<<<<
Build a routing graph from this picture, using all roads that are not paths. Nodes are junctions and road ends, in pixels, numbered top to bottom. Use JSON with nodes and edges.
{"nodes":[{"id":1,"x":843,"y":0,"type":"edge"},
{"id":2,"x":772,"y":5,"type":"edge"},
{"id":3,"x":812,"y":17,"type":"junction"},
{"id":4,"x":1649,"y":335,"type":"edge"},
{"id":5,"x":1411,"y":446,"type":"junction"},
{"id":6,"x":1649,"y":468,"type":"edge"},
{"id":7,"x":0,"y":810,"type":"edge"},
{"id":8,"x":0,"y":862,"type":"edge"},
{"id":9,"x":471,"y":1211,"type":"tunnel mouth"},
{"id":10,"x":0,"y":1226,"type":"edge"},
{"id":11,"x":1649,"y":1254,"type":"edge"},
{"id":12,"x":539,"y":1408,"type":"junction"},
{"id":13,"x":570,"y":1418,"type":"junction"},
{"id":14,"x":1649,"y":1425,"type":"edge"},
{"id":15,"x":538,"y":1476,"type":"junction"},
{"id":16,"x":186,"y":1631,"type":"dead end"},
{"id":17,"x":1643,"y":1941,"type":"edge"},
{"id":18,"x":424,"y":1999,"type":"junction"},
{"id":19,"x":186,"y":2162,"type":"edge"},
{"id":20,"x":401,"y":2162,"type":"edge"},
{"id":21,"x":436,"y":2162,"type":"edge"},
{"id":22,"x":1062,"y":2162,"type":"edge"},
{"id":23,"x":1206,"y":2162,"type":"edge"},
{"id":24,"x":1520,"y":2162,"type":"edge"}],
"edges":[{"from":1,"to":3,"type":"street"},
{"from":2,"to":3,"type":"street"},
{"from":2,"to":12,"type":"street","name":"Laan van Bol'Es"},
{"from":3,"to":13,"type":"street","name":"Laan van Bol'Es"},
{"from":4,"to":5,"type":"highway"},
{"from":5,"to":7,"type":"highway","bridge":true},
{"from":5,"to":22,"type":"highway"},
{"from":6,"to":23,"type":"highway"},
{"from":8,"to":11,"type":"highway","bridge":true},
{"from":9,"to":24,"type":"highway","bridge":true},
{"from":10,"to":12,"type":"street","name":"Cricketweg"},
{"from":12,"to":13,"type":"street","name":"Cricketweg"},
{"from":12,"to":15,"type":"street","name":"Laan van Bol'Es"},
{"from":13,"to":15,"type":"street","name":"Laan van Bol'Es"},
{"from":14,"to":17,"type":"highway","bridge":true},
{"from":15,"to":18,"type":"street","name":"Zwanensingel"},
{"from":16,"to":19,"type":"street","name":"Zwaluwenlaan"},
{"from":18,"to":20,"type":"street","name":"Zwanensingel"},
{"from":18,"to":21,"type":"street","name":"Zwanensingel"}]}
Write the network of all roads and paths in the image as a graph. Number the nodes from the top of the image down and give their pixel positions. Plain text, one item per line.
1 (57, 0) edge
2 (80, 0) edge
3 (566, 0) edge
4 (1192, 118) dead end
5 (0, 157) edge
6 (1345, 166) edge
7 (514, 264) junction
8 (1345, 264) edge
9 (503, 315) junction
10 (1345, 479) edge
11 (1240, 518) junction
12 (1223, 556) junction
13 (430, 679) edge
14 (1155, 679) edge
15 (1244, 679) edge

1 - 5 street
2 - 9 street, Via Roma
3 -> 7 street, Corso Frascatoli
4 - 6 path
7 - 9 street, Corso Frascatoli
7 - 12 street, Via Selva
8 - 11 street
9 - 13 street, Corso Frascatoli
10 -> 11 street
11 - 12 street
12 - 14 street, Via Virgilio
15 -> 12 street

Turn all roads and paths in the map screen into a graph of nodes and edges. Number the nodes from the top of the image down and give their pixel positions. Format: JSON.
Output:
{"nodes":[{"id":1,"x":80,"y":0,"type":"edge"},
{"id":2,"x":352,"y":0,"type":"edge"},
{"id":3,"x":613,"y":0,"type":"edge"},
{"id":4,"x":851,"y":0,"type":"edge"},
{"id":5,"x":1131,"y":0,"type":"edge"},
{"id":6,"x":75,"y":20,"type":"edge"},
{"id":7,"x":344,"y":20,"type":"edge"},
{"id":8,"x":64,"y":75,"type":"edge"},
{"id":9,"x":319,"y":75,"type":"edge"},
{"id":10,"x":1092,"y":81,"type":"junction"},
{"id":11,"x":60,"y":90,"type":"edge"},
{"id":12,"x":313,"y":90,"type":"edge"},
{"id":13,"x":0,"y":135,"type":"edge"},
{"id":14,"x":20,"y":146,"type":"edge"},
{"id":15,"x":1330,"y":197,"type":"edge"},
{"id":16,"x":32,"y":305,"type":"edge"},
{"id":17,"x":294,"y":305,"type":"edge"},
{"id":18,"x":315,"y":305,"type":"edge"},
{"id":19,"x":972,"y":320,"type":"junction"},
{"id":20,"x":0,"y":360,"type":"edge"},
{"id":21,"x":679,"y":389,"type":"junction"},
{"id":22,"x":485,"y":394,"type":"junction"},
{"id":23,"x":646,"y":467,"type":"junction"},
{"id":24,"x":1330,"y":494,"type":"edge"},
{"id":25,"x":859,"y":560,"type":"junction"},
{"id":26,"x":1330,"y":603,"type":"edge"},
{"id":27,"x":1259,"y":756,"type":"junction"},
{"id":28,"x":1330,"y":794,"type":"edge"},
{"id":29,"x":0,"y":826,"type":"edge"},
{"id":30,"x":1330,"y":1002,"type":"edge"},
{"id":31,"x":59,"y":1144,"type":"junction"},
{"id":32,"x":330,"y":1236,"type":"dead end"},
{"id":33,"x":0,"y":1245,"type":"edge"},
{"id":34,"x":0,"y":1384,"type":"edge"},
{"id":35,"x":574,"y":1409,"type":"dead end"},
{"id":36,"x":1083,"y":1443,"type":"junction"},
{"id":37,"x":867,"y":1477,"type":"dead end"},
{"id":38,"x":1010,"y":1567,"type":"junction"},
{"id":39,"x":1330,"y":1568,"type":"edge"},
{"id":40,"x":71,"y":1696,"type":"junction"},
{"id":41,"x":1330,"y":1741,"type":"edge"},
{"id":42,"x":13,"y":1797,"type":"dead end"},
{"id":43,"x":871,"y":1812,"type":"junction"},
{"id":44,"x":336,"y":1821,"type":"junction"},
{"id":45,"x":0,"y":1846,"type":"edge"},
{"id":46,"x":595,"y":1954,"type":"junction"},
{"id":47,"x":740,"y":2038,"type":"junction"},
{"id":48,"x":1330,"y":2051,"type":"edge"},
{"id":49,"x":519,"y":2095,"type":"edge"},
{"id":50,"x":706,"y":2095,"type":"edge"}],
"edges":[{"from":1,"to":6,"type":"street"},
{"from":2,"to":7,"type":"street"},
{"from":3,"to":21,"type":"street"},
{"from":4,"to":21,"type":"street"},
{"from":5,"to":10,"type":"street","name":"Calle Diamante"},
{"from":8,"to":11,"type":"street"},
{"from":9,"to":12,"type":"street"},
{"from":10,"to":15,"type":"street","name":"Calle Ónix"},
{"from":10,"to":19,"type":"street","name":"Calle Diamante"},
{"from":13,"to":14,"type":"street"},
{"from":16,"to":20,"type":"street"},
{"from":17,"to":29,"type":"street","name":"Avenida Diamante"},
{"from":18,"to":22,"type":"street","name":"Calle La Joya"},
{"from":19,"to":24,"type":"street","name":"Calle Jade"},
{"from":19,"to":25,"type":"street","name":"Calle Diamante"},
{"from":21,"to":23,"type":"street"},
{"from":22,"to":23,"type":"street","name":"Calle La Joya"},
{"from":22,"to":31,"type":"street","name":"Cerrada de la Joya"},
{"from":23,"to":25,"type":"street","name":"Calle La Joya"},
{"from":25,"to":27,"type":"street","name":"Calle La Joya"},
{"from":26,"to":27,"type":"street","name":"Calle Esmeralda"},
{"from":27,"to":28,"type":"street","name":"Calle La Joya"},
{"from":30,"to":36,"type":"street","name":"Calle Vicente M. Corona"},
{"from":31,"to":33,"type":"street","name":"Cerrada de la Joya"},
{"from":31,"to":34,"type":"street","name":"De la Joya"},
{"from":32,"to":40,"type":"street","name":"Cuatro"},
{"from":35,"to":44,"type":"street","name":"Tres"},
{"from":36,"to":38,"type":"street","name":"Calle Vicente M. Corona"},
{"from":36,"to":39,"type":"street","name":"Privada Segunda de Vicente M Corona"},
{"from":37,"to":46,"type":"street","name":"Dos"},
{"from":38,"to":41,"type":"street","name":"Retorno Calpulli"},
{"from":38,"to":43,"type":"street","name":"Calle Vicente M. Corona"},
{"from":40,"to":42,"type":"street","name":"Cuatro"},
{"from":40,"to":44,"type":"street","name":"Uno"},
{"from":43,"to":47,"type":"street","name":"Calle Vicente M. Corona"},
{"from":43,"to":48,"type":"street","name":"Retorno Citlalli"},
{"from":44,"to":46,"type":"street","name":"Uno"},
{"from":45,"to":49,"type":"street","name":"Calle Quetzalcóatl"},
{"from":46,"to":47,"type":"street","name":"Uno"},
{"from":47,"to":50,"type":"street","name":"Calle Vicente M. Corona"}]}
>>>>
### What needs to be done
In the listing above, find each line with "image" and copy it.

### Solution for this task
Write the network of all roads and paths in the image as a graph. Number the nodes from the top of the image down and give their pixel positions. Plain text, one item per line.
Turn all roads and paths in the map screen into a graph of nodes and edges. Number the nodes from the top of the image down and give their pixel positions. Format: JSON.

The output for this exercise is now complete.